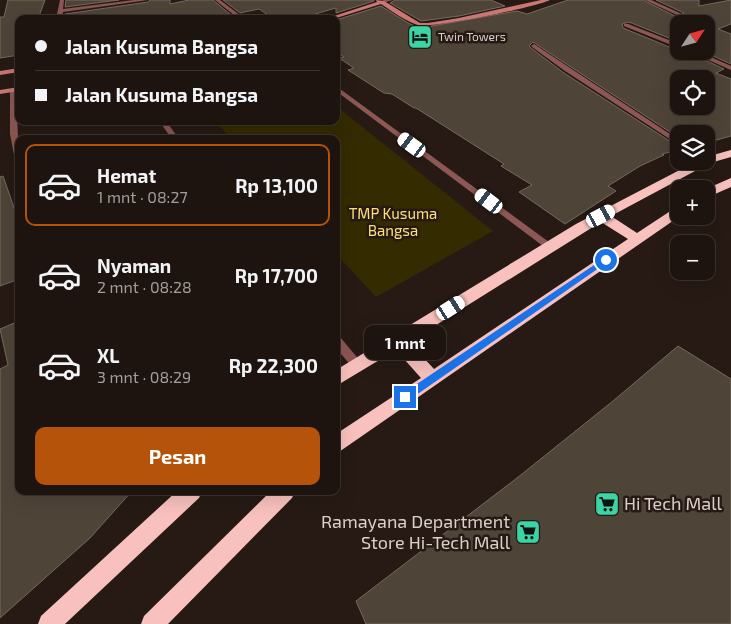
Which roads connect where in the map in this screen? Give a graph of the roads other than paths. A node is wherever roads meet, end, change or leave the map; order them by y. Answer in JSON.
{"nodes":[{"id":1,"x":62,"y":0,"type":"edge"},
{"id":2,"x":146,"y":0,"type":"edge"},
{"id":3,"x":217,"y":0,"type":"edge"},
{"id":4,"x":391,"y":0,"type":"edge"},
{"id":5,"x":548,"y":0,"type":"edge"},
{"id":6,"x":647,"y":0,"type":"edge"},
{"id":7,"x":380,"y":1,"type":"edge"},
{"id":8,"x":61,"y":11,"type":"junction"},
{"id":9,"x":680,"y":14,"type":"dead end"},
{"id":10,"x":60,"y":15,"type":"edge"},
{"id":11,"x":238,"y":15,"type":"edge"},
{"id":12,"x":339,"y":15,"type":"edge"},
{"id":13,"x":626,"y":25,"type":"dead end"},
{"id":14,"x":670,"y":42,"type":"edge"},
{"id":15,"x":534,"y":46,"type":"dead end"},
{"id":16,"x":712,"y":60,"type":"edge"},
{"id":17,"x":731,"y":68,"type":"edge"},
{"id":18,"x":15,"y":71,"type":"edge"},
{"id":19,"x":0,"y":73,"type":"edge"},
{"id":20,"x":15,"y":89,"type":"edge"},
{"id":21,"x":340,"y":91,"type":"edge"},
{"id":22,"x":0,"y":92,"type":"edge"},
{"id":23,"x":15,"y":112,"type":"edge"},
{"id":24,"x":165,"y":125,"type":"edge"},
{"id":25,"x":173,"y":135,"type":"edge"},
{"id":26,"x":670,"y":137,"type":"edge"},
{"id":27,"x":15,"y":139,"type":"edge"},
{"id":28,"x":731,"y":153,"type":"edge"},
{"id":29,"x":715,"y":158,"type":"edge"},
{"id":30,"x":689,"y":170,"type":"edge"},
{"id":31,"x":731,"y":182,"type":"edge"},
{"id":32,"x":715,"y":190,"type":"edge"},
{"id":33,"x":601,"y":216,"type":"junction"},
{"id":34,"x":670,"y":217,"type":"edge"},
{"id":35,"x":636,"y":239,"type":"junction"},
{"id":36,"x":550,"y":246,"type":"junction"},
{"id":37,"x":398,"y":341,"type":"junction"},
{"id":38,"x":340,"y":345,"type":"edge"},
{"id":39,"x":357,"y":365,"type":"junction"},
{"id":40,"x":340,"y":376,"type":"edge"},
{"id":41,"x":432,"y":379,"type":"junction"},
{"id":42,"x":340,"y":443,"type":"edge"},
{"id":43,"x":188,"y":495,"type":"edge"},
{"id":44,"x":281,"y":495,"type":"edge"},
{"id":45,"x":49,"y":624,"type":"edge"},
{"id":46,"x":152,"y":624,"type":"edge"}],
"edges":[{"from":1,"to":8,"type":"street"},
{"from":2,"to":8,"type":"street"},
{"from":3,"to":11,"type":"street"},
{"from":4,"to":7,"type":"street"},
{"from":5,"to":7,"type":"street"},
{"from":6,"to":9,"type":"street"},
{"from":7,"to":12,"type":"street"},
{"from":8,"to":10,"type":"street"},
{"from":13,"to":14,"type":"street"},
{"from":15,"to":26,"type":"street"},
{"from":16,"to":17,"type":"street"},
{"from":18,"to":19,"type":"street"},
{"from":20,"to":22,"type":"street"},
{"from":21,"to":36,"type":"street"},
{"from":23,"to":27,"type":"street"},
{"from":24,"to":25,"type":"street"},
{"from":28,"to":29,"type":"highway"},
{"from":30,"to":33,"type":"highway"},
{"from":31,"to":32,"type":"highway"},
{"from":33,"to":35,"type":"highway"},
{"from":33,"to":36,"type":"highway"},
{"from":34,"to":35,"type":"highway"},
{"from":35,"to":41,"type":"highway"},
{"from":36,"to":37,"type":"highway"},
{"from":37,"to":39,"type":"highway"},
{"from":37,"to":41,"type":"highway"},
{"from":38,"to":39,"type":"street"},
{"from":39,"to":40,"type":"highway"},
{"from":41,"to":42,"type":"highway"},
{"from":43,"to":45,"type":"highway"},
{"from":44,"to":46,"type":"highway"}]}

++++++

- Exercise details
If a record holds a picture, leave the picture out and copy everything else exactly.

- Result of this task
Which roads connect where in the map in this screen? Give a graph of the roads other than paths. A node is wherever roads meet, end, change or leave the map; order them by y. Answer in JSON.
{"nodes":[{"id":1,"x":62,"y":0,"type":"edge"},
{"id":2,"x":146,"y":0,"type":"edge"},
{"id":3,"x":217,"y":0,"type":"edge"},
{"id":4,"x":391,"y":0,"type":"edge"},
{"id":5,"x":548,"y":0,"type":"edge"},
{"id":6,"x":647,"y":0,"type":"edge"},
{"id":7,"x":380,"y":1,"type":"edge"},
{"id":8,"x":61,"y":11,"type":"junction"},
{"id":9,"x":680,"y":14,"type":"dead end"},
{"id":10,"x":60,"y":15,"type":"edge"},
{"id":11,"x":238,"y":15,"type":"edge"},
{"id":12,"x":339,"y":15,"type":"edge"},
{"id":13,"x":626,"y":25,"type":"dead end"},
{"id":14,"x":670,"y":42,"type":"edge"},
{"id":15,"x":534,"y":46,"type":"dead end"},
{"id":16,"x":712,"y":60,"type":"edge"},
{"id":17,"x":731,"y":68,"type":"edge"},
{"id":18,"x":15,"y":71,"type":"edge"},
{"id":19,"x":0,"y":73,"type":"edge"},
{"id":20,"x":15,"y":89,"type":"edge"},
{"id":21,"x":340,"y":91,"type":"edge"},
{"id":22,"x":0,"y":92,"type":"edge"},
{"id":23,"x":15,"y":112,"type":"edge"},
{"id":24,"x":165,"y":125,"type":"edge"},
{"id":25,"x":173,"y":135,"type":"edge"},
{"id":26,"x":670,"y":137,"type":"edge"},
{"id":27,"x":15,"y":139,"type":"edge"},
{"id":28,"x":731,"y":153,"type":"edge"},
{"id":29,"x":715,"y":158,"type":"edge"},
{"id":30,"x":689,"y":170,"type":"edge"},
{"id":31,"x":731,"y":182,"type":"edge"},
{"id":32,"x":715,"y":190,"type":"edge"},
{"id":33,"x":601,"y":216,"type":"junction"},
{"id":34,"x":670,"y":217,"type":"edge"},
{"id":35,"x":636,"y":239,"type":"junction"},
{"id":36,"x":550,"y":246,"type":"junction"},
{"id":37,"x":398,"y":341,"type":"junction"},
{"id":38,"x":340,"y":345,"type":"edge"},
{"id":39,"x":357,"y":365,"type":"junction"},
{"id":40,"x":340,"y":376,"type":"edge"},
{"id":41,"x":432,"y":379,"type":"junction"},
{"id":42,"x":340,"y":443,"type":"edge"},
{"id":43,"x":188,"y":495,"type":"edge"},
{"id":44,"x":281,"y":495,"type":"edge"},
{"id":45,"x":49,"y":624,"type":"edge"},
{"id":46,"x":152,"y":624,"type":"edge"}],
"edges":[{"from":1,"to":8,"type":"street"},
{"from":2,"to":8,"type":"street"},
{"from":3,"to":11,"type":"street"},
{"from":4,"to":7,"type":"street"},
{"from":5,"to":7,"type":"street"},
{"from":6,"to":9,"type":"street"},
{"from":7,"to":12,"type":"street"},
{"from":8,"to":10,"type":"street"},
{"from":13,"to":14,"type":"street"},
{"from":15,"to":26,"type":"street"},
{"from":16,"to":17,"type":"street"},
{"from":18,"to":19,"type":"street"},
{"from":20,"to":22,"type":"street"},
{"from":21,"to":36,"type":"street"},
{"from":23,"to":27,"type":"street"},
{"from":24,"to":25,"type":"street"},
{"from":28,"to":29,"type":"highway"},
{"from":30,"to":33,"type":"highway"},
{"from":31,"to":32,"type":"highway"},
{"from":33,"to":35,"type":"highway"},
{"from":33,"to":36,"type":"highway"},
{"from":34,"to":35,"type":"highway"},
{"from":35,"to":41,"type":"highway"},
{"from":36,"to":37,"type":"highway"},
{"from":37,"to":39,"type":"highway"},
{"from":37,"to":41,"type":"highway"},
{"from":38,"to":39,"type":"street"},
{"from":39,"to":40,"type":"highway"},
{"from":41,"to":42,"type":"highway"},
{"from":43,"to":45,"type":"highway"},
{"from":44,"to":46,"type":"highway"}]}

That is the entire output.